Style Guide Spelling Decisions

For each disputed English word, what does each major style guide actually prescribe? We compare the AP Stylebook, Chicago Manual of Style, MLA Handbook, APA Publication Manual, Garner's Modern English Usage, and Merriam-Webster, citing the published editions directly.

email: email vs e-mail

Once routinely hyphenated, the unhyphenated form is now universal across major English style guides.

OK: OK vs okay

AP firmly prefers 'OK' (no periods); Chicago and MLA accept both; the spelled-out form is more common in fiction.

adviser: adviser vs advisor

AP prescribes 'adviser'; Chicago accepts both. Merriam-Webster lists 'adviser' as the main form with 'advisor' as a variant.
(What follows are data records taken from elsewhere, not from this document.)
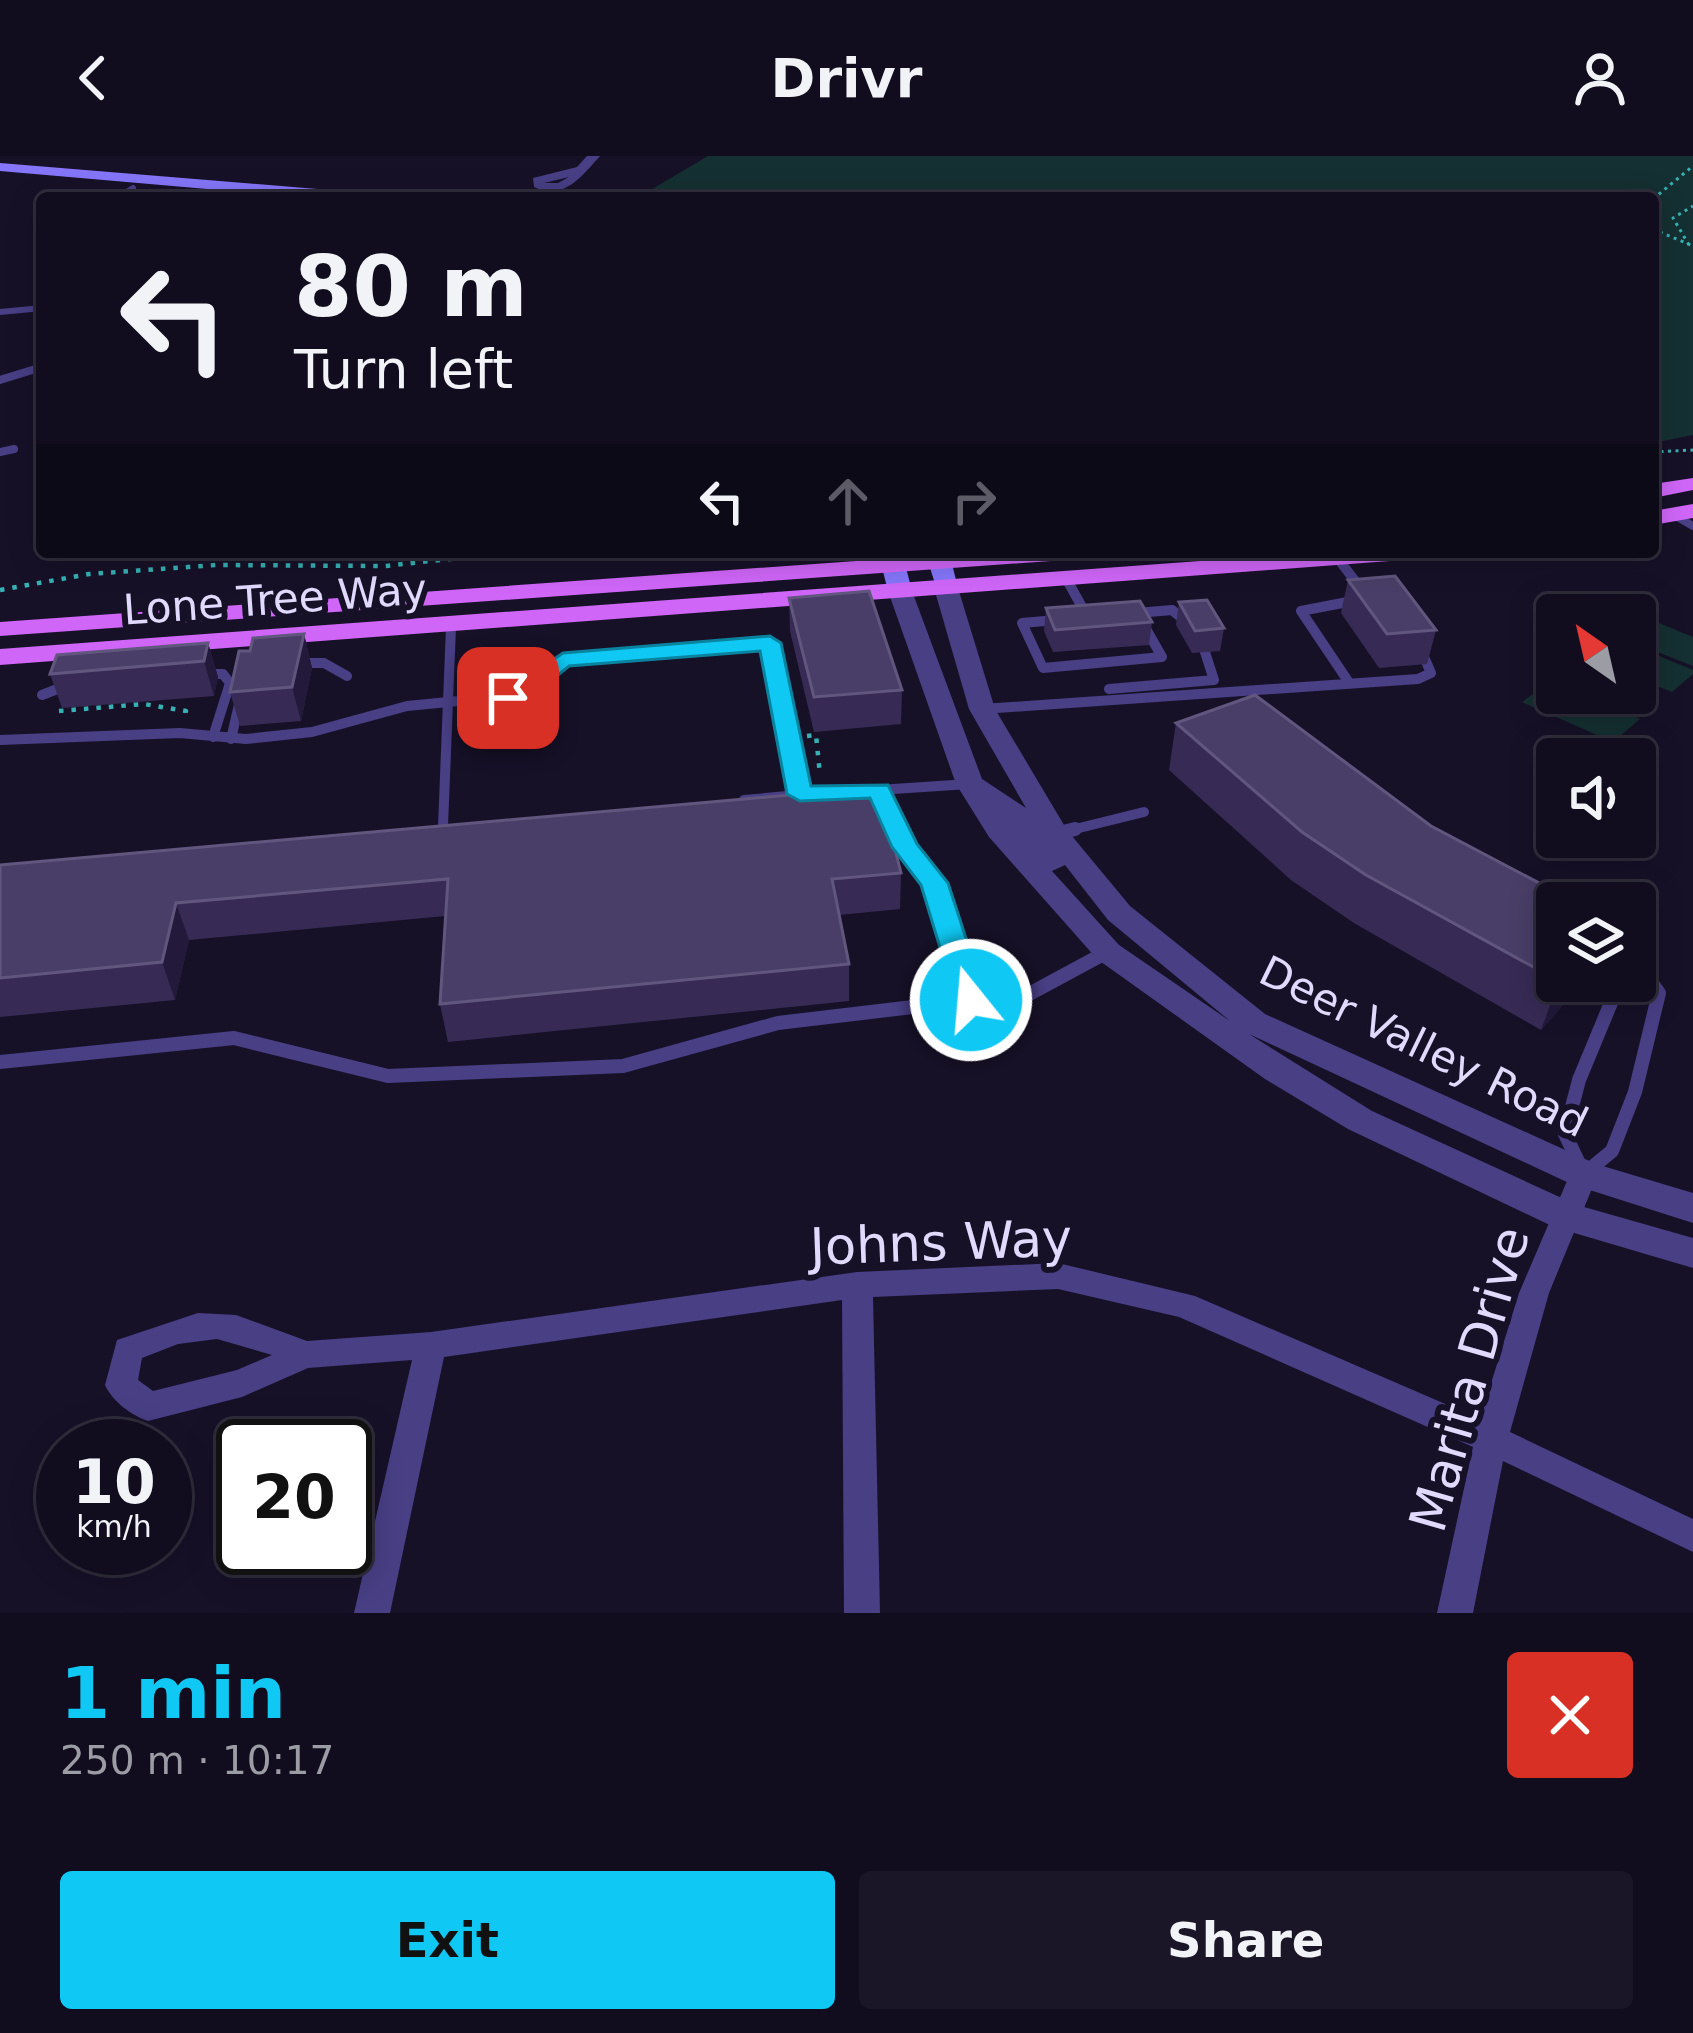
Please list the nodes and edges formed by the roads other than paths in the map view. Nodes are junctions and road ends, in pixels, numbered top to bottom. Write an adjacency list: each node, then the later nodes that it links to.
1 (594, 156): 3 (street)
2 (0, 167): 8 (main road)
3 (577, 171)
4 (0, 177): 5 (main road)
5 (133, 188): 6 (lane); 7 (main road)
6 (127, 192)
7 (192, 192)
8 (295, 192)
9 (36, 309): 10 (lane)
10 (3, 313)
11 (36, 369): 12 (lane)
12 (0, 380)
13 (14, 449): 14 (lane)
14 (0, 452)
15 (1693, 484): 16 (main road)
16 (1659, 489)
17 (1027, 558): 20 (main road, Lone Tree Way)
18 (1358, 558): 19 (main road, Lone Tree Way)
19 (1339, 560): 22 (main road, Lone Tree Way); 40 (lane)
20 (941, 568): 21 (main road, Lone Tree Way); 22 (main road, Lone Tree Way); 45 (street, Deer Valley Road)
21 (894, 570): 26 (main road, Lone Tree Way); 27 (main road, Lone Tree Way); 49 (street, Deer Valley Road)
22 (1067, 580): 24 (lane)
23 (1137, 613): 24 (lane); 25 (lane); 33 (lane)
24 (1088, 617): 36 (lane)
25 (1189, 624)
26 (451, 627): 32 (main road, Lone Tree Way); 44 (lane)
27 (0, 629)
28 (1415, 642): 40 (lane)
29 (1133, 646): 33 (lane)
30 (1065, 651): 36 (lane)
31 (1205, 652): 42 (lane)
32 (0, 657)
33 (1140, 659): 34 (lane)
34 (1100, 662): 36 (lane); 42 (lane)
35 (292, 663): 39 (lane)
36 (1072, 665)
37 (189, 675): 46 (lane)
38 (245, 676): 47 (lane)
39 (347, 676)
40 (1348, 681): 42 (lane)
41 (80, 684): 43 (lane)
42 (1111, 694): 45 (lane)
43 (42, 695)
44 (451, 702): 47 (lane); 51 (lane); 55 (lane)
45 (982, 709): 57 (street, Deer Valley Road)
46 (213, 737): 47 (lane); 48 (lane)
47 (231, 739)
48 (0, 740)
49 (970, 784): 50 (lane); 58 (street); 59 (street, Deer Valley Road)
50 (879, 790): 51 (lane); 61 (lane)
51 (800, 794): 52 (lane)
52 (729, 801)
53 (1144, 812): 57 (lane)
54 (464, 824): 55 (lane)
55 (443, 826): 56 (lane)
56 (423, 828)
57 (1055, 834): 58 (street, Deer Valley Road)
58 (1118, 913): 64 (street, Deer Valley Road)
59 (1108, 952): 61 (lane); 66 (street, Deer Valley Road)
60 (1656, 989): 64 (lane)
61 (971, 1000): 63 (lane)
62 (1611, 1002): 64 (lane)
63 (0, 1062)
64 (1584, 1174): 65 (street, Deer Valley Road); 66 (street, Marita Drive)
65 (1693, 1208)
66 (1567, 1217): 67 (street, Deer Valley Road); 71 (street, Marita Drive)
67 (1693, 1253)
68 (857, 1285): 69 (street, Johns Way); 71 (street, Johns Way); 74 (street)
69 (431, 1345): 70 (street, Johns Way); 73 (street)
70 (305, 1355): 70 (street)
71 (1491, 1438): 72 (street, Johns Way); 75 (street, Marita Drive)
72 (1693, 1536)
73 (371, 1613)
74 (862, 1613)
75 (1455, 1613)

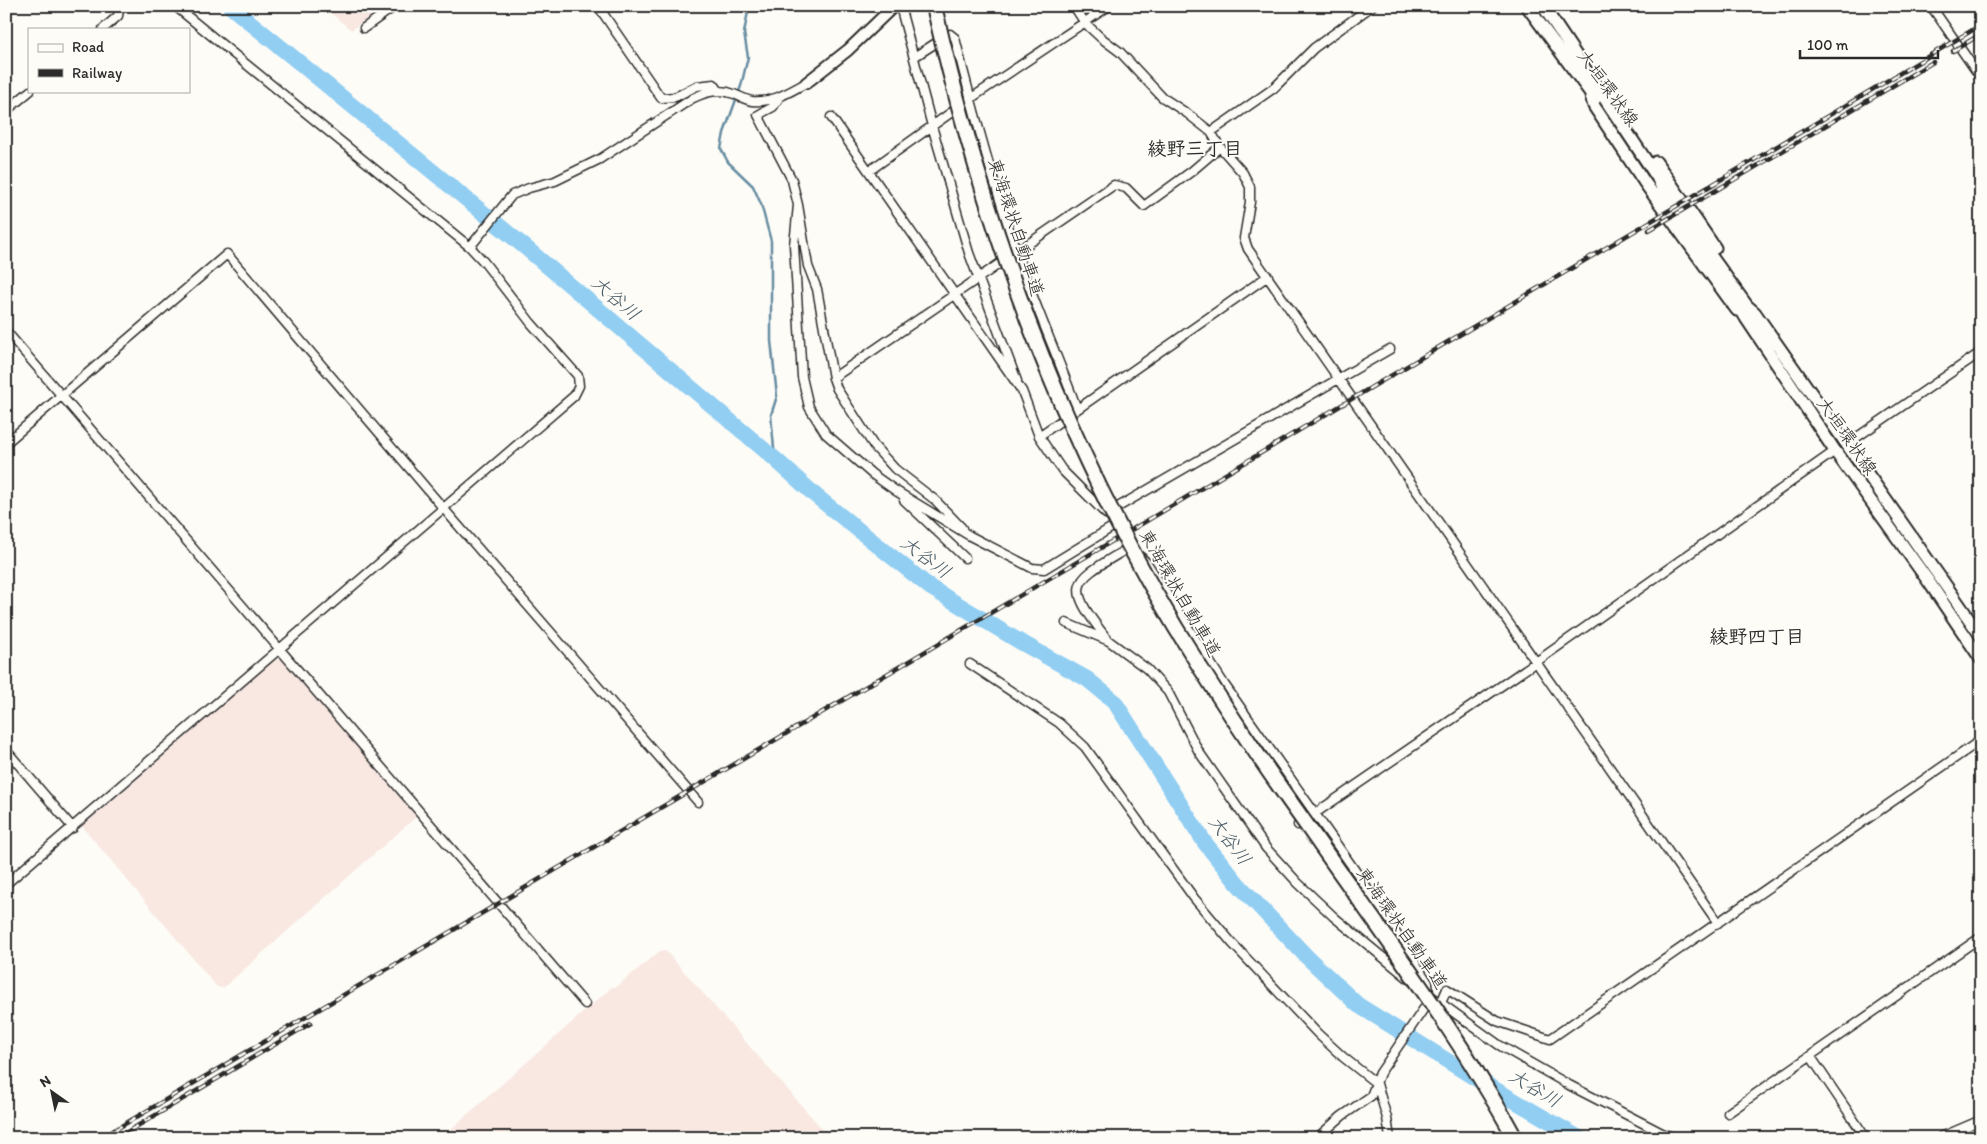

percent: percent vs per cent

American guides write 'percent' as one word; British 'per cent' is two. APA 7 uses the % symbol with numerals.

AP drops the diaeresis; Chicago and most academic style retain it to mark the separated vowels.

e-book: e-book vs ebook

Most style guides retain the hyphen for 'e-' prefixes (e-book, e-commerce); 'email' is the notable exception.

all right: all right vs alright

Major style guides reject 'alright'; Garner's calls it 'still considered nonstandard'. Merriam-Webster marks it as a variant.

gray: gray vs grey

American 'gray', British 'grey'. Both spellings appear in proper nouns (Earl Grey tea, Dorian Gray) regardless of dialect.

fulfill: fulfill vs fulfil

American 'fulfill' (double l); British 'fulfil' (single l). Inflected forms double in both: fulfilled, fulfilling.

color: color vs colour

Canonical -or/-our split. Same pattern: favor/favour, honor/honour, labor/labour, neighbor/neighbour.

analyze: analyze vs analyse

American 'analyze'; British 'analyse'. Unlike -ize/-ise, here Oxford does NOT prefer -yze for British English.

fetal: fetal vs foetal

AMA Style Manual prescribes 'fetal' for all medical literature; British medical journals retain 'foetal'.

anemia: anemia vs anaemia

American style drops the 'a' from 'ae' digraphs in medical terms; British retains them: anemia/anaemia, leukemia/leukaemia, pediatric/paediatric.